Reputation: 1832
Spark: 3.0.0
Scala: 2.12.8
My data frame has a column with JSON string, and I want to create a new column from it with the StructType.
temp_json_string |
---|
{"name":"test","id":"12","category":[{"products":["A","B"],"displayName":"test_1","displayLabel":"test1"},{"products":["C"],"displayName":"test_2","displayLabel":"test2"}],"createdAt":"","createdBy":""} |
root
|-- temp_json_string: string (nullable = true)
Formatted JSON:
{
"name":"test",
"id":"12",
"category":[
{
"products":[
"A",
"B"
],
"displayName":"test_1",
"displayLabel":"test1"
},
{
"products":[
"C"
],
"displayName":"test_2",
"displayLabel":"test2"
}
],
"createdAt":"",
"createdBy":""
}
I want to create a new column of type Struct so I tried:
dataFrame
.withColumn("temp_json_struct", struct(col("temp_json_string")))
.select("temp_json_struct")
Now, I get the schema as:
root
|-- temp_json_struct: struct (nullable = false)
| |-- temp_json_string: string (nullable = true)
Desired result:
root
|-- temp_json_struct: struct (nullable = false)
| |-- name: string (nullable = true)
| |-- category: array (nullable = true)
| | |-- products: array (nullable = true)
| | |-- displayName: string (nullable = true)
| | |-- displayLabel: string (nullable = true)
| |-- createdAt: timestamp (nullable = true)

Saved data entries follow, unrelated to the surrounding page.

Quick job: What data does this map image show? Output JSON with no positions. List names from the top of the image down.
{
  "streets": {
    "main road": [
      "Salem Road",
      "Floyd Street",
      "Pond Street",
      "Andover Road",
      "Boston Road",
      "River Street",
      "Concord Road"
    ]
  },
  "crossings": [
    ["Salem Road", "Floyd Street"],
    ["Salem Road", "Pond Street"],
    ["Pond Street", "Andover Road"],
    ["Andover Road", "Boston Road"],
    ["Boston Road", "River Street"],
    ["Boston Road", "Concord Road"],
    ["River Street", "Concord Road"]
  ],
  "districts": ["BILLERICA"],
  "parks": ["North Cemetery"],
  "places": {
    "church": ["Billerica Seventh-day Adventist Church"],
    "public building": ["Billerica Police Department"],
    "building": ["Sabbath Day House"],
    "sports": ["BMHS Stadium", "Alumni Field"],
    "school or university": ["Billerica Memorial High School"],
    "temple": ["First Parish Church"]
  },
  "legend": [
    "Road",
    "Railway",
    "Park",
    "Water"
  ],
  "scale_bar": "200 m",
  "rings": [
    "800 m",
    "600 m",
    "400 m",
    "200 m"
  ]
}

| |-- updatedAt: timestamp (nullable = true)
Upvotes: 14
Views: 47945
Reputation: 10244
If your trying to quickly debug or dig into data, a simple SQL solution you can pretty easily implement is to work out the schema yourself.
e.g.
strJsonContent
--------------
[{"a":1,"b":"xyz"}, {"a":2,"b":"xyz"}]
Schema would be:
ARRAY<STRUCT<`a`: BIGINT, `b`: STRING>>
Want to put this into a query:
select
from_json(strJsonContent, 'ARRAY<STRUCT<`a`: BIGINT, `b`: STRING>>')) as structured_strJsonContent, *
from tableName
Upvotes: 1
Reputation: 767
json_str_col is the column that has JSON string. I had multiple files so that's why the fist line is iterating through each row to extract the schema. If you know your schema up front then just replace json_schema
with that.
json_schema = spark.read.json(df.rdd.map(lambda row: row.json_str_col)).schema
df = df.withColumn('new_col', from_json(col('json_str_col'), json_schema))
Upvotes: 19
Reputation: 975
// import spark implicits for conversion to dataset (.as[String])
import spark.implicits._
val df = ??? //create your dataframe having the 'temp_json_string' column
//convert Dataset[Row] aka Dataframe to Dataset[String]
val ds = df.select("temp_json_string").as[String]
//read as json
spark.read.json(ds)
Upvotes: 6
Reputation: 7336
There at least two different ways to retrieve/discover the schema for a given JSON.
For the illustration, let's create some data first:
import org.apache.spark.sql.types.StructType
val jsData = Seq(
("""{
"name":"test","id":"12","category":[
{
"products":[
"A",
"B"
],
"displayName":"test_1",
"displayLabel":"test1"
},
{
"products":[
"C"
],
"displayName":"test_2",
"displayLabel":"test2"
}
],
"createdAt":"",
"createdBy":""}""")
)
Option 1: schema_of_json
The first option is to use the built-in function schema_of_json. The function will return the schema for the given JSON in DDL format:
val json = jsData.toDF("js").collect()(0).getString(0)
val ddlSchema: String = spark.sql(s"select schema_of_json('${json}')")
.collect()(0) //get 1st row
.getString(0) //get 1st col of the row as string
.replace("null", "string") //replace type with string, this occurs since you have "createdAt":""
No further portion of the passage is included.